Post-traumatic stress disorder (PTSD) accounts for a substantial portion of the total mental health burden in Operation Iraqi Freedom (OIF) and Operation Enduring Freedom (OEF) warfighters and veterans. The underlying biological pathology of PTSD is not yet known, and diagnosis is exclusively based on clinical behavioral features, which are often under- or over-reported. PTSD is associated with increased risk for serious medical illnesses and premature death, but the mechanisms underlying this risk are not known. Discovering biomarkers of PTSD would aid: in diagnosis; in redefining the illness along biologically homogeneous dimensions; in staging the course of the illness; and in highlighting potential targets for treatment. Research to date has highlighted several candidate biomarkers of PTSD, but none has sufficient sensitivity, specificity or prognostic significance for clinical practice. Evaluating promising biomarkers in tandem in the same subjects holds greater hope for identifying interactions among biomarkers that may be more helpful in diagnosing this condition. For example, uncovering the degree of dysregulation across multiple biological systems (e.g., allostatic load) in PTSD should help in furthering our understanding of the biological mechanisms underlying disease risk in PTSD.
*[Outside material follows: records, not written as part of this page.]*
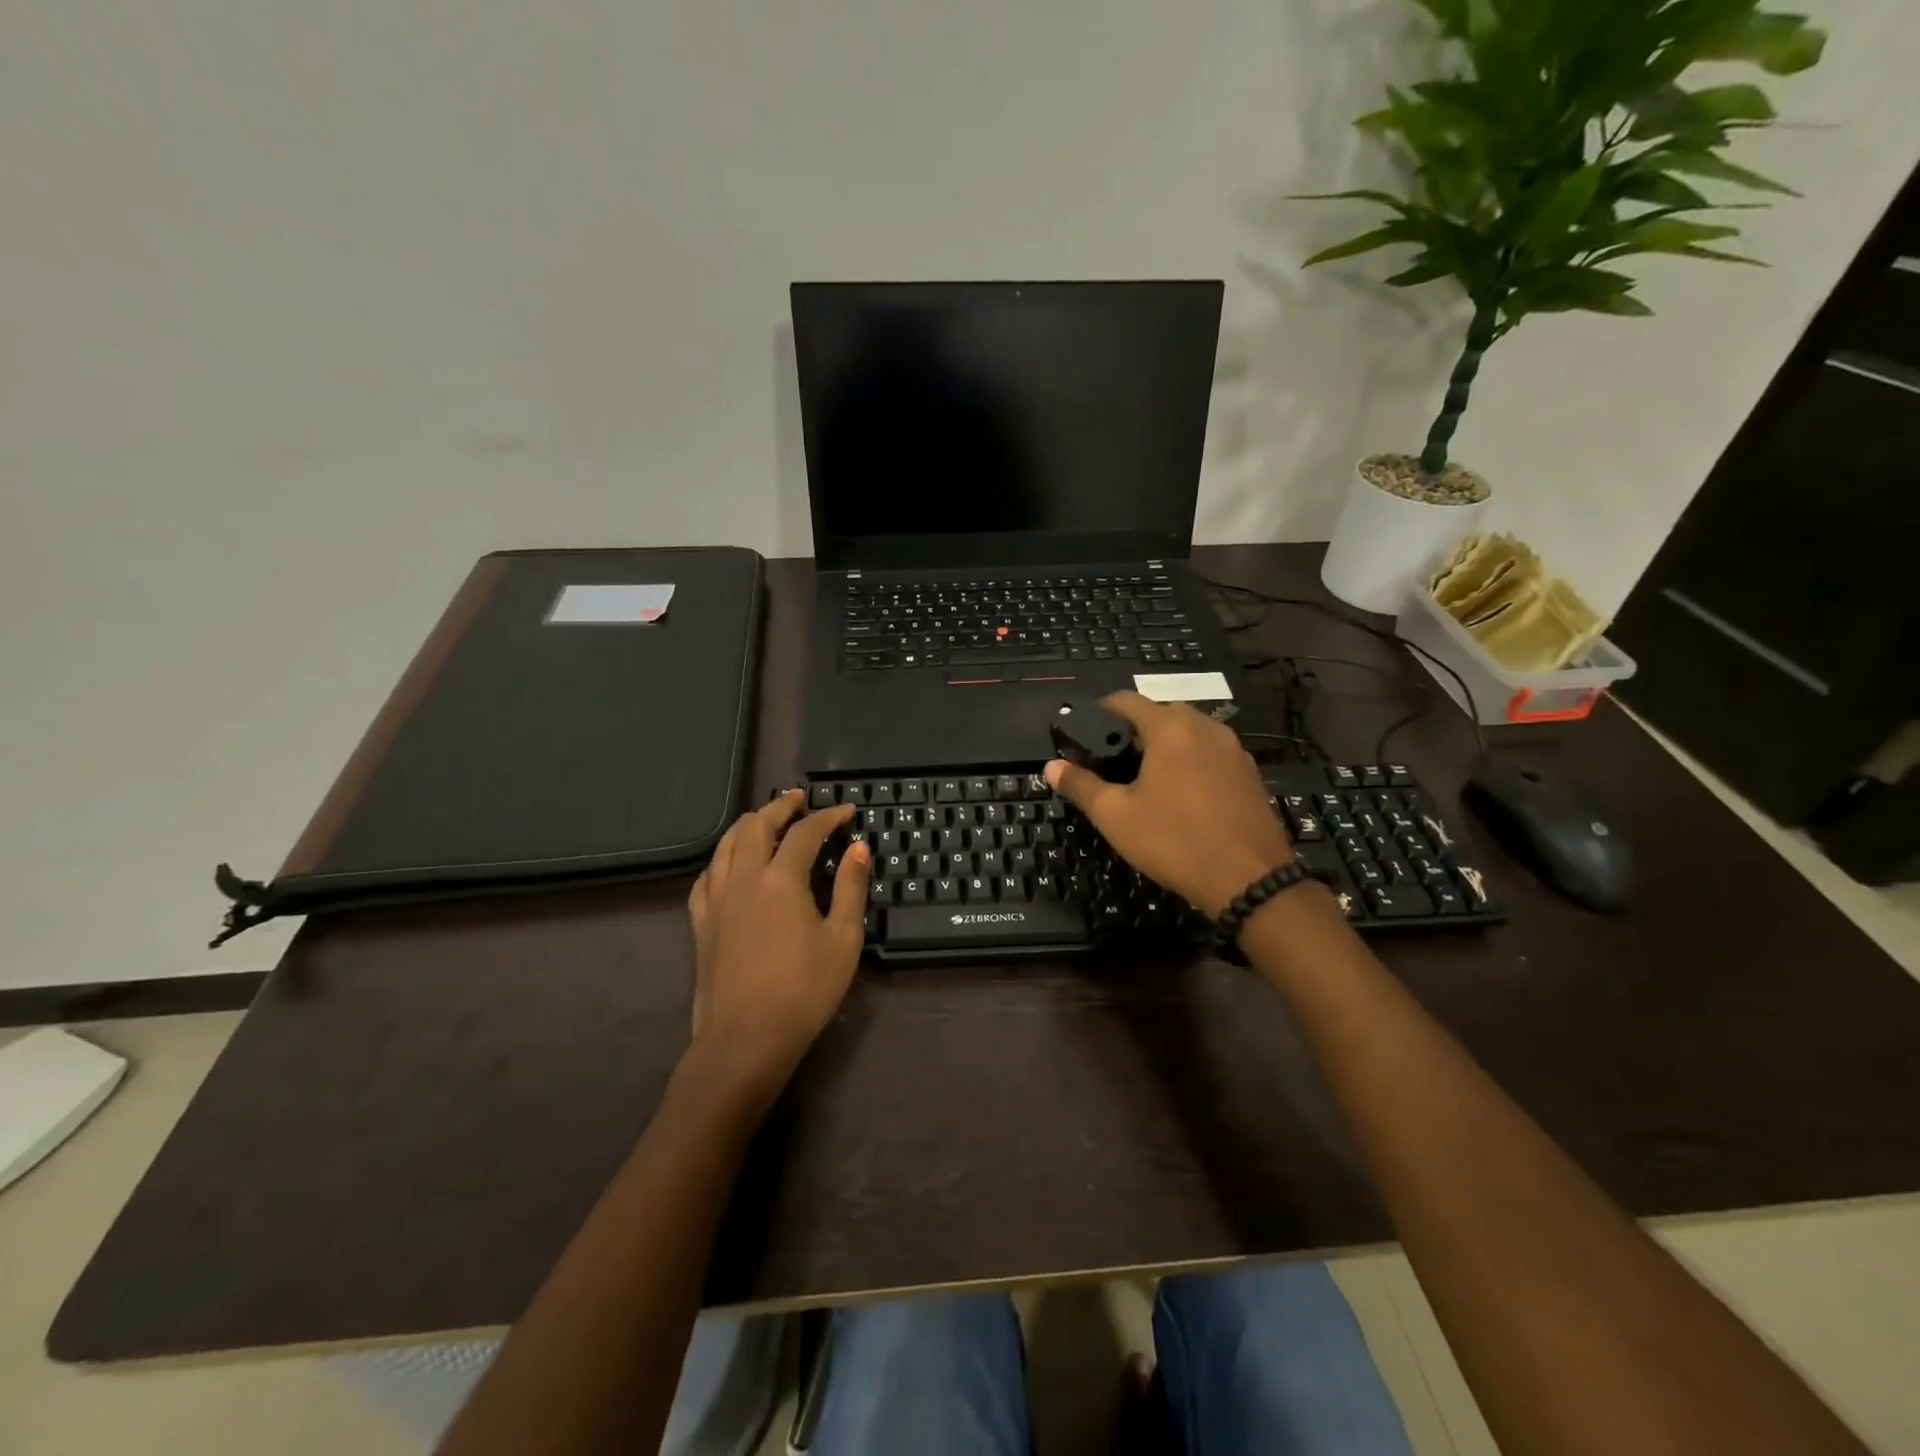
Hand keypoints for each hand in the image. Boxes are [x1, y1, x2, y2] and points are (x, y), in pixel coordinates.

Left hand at [686, 791, 869, 1099]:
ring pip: (726, 845)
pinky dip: (721, 858)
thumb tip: (858, 847)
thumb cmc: (804, 991)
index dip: (828, 816)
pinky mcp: (701, 923)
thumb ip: (850, 888)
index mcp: (781, 879)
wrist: (745, 1040)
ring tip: (764, 818)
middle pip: (757, 826)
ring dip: (748, 824)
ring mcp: (717, 900)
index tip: (847, 810)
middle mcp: (743, 878)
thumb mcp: (843, 939)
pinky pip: (706, 876)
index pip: (805, 832)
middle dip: (780, 807)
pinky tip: (729, 863)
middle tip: (799, 798)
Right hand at [1044, 693, 1292, 916]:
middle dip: (1135, 730)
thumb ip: (1081, 785)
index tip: (1086, 730)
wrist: (1249, 879)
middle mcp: (1206, 727)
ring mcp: (1234, 749)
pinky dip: (1192, 762)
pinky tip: (1183, 795)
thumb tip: (1051, 766)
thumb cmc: (1174, 840)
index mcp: (1170, 728)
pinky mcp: (1250, 773)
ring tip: (1146, 778)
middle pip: (1161, 713)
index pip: (1127, 700)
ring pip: (1191, 733)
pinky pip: (1212, 754)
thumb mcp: (1116, 816)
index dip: (1101, 710)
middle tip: (1114, 760)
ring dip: (1166, 746)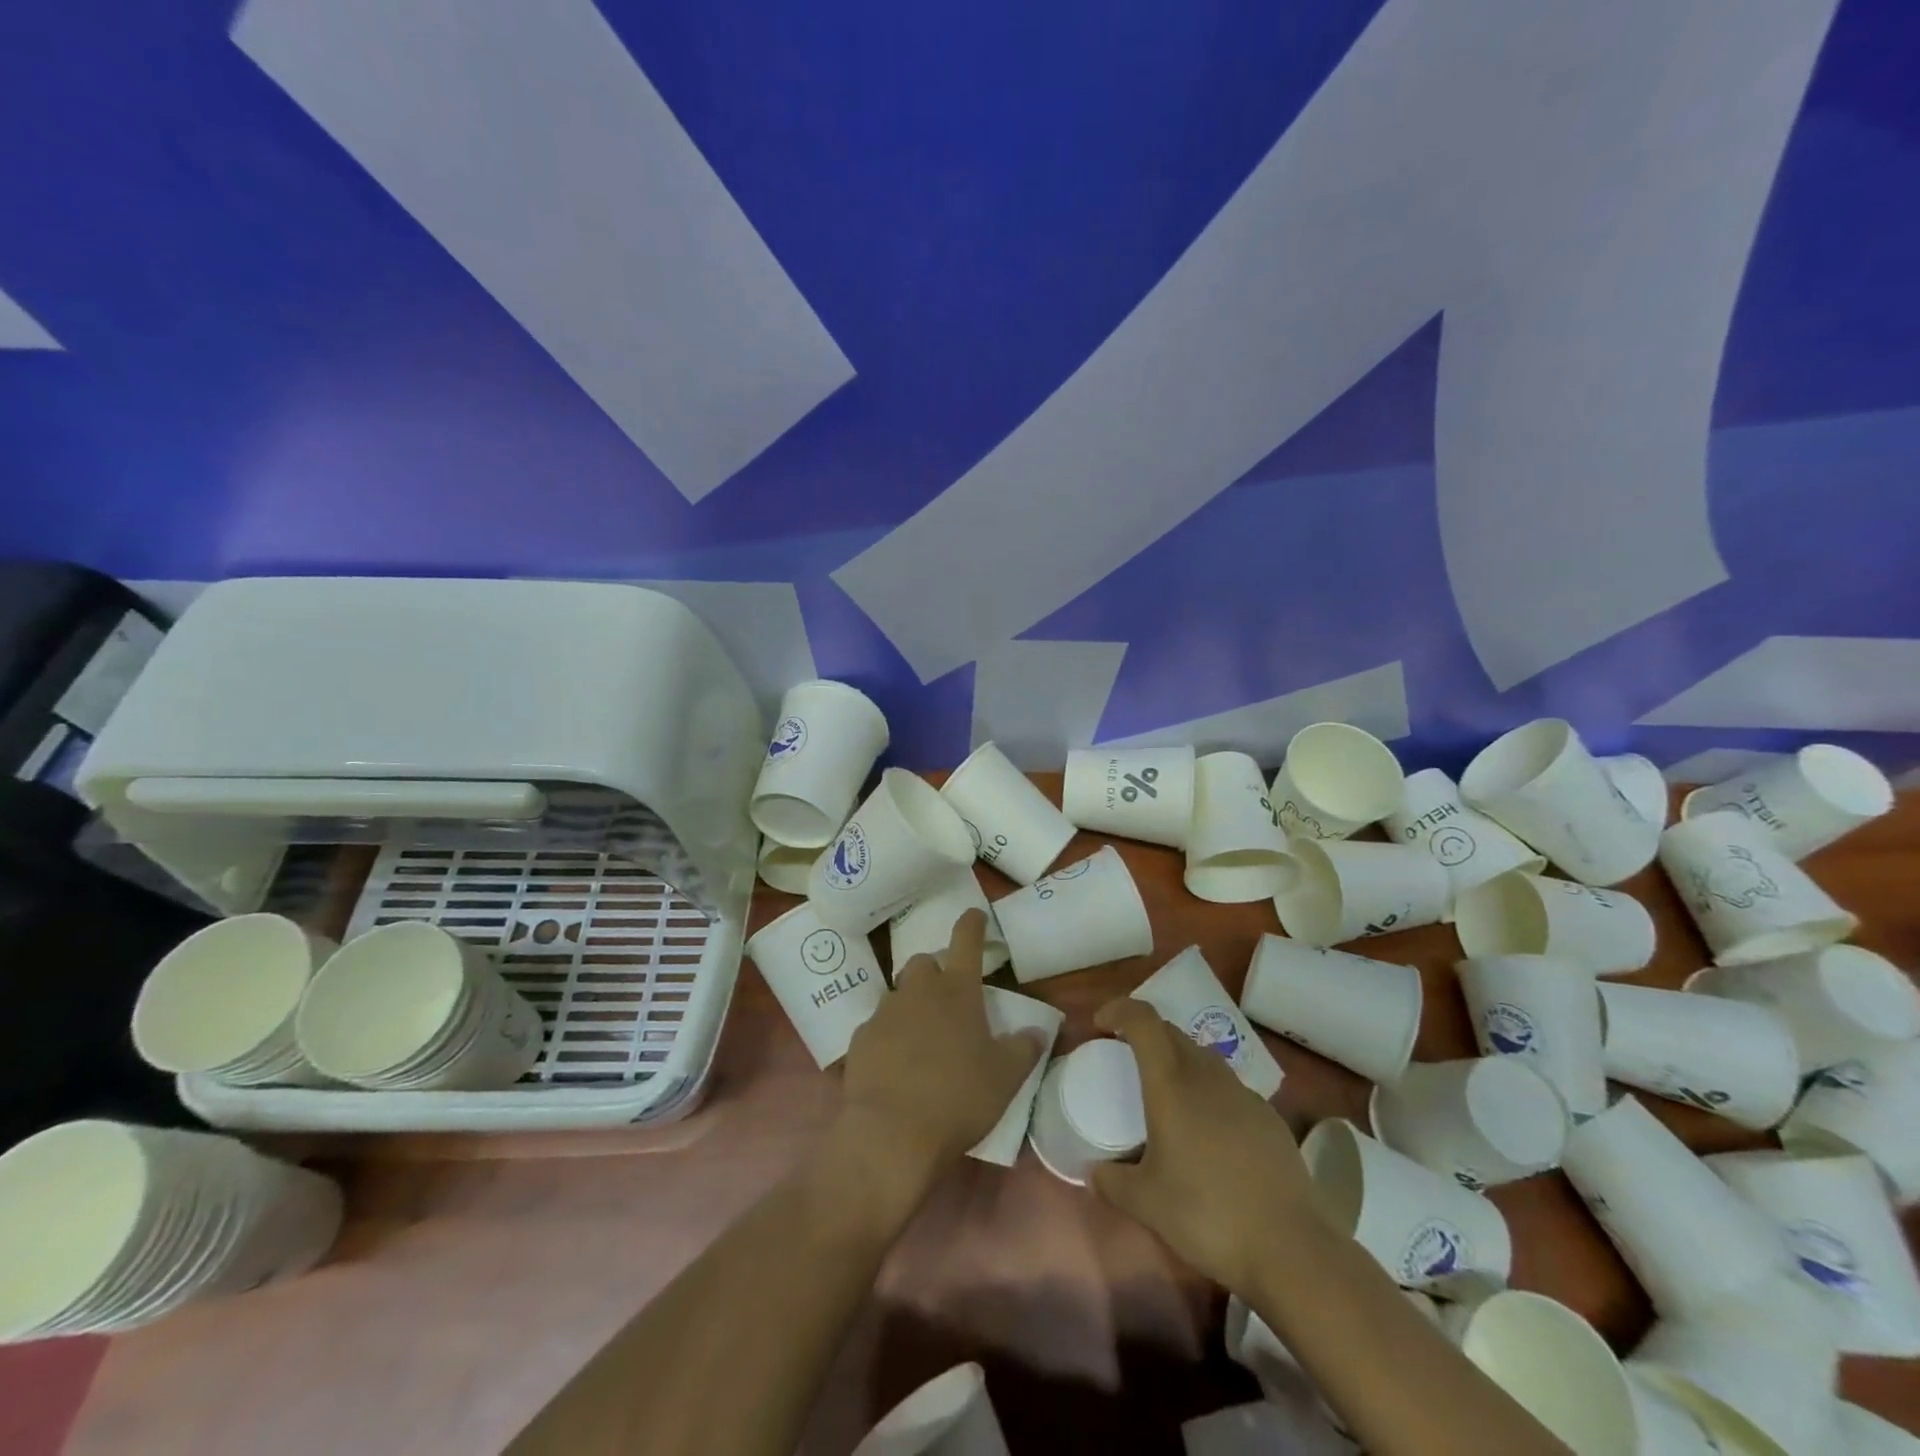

The overall objective of the proposed research is to identify potential biomarkers of PTSD using an extensive biological protocol, including several novel biomarkers of great potential significance that have not been adequately studied in this disorder. We predict that OIF/OEF service members and veterans with PTSD will have greater allostatic load, lower ambient cortisol, greater cortisol suppression following dexamethasone administration, and smaller dentate gyrus/CA3 hippocampal subfield volume than controls. We also predict that APO E4 polymorphisms will be associated with decreased dentate/CA3 volume, and that service members and veterans with PTSD will have shorter white blood cell telomere length and diminished telomerase activity, suggesting an accelerated rate of cell aging in this disorder.

 We propose to recruit 40 OIF/OEF soldiers or veterans (20 PTSD positive; 20 PTSD negative controls). We will examine potential neuroendocrine, neurogenetic, allostatic load and neuroimaging biomarkers of PTSD in these service members, and combine the data with data collected as part of a separate UCSF-led, DOD-funded (via NCIRE) study (PI: Dr. Charles Marmar) that uses identical procedures. The combined sample size will be 100 and will yield power to detect clinically meaningful medium sized effects.

The research aims to identify biomarkers of PTSD, determining which of a number of promising biomarkers combined or individually best indexes PTSD severity and PTSD-related risk for subsequent morbidity. As such, the research will facilitate: the accurate diagnoses of PTSD; the identification of individuals who are most at risk for PTSD-related disability; and indicate promising directions for treatmentrelated research.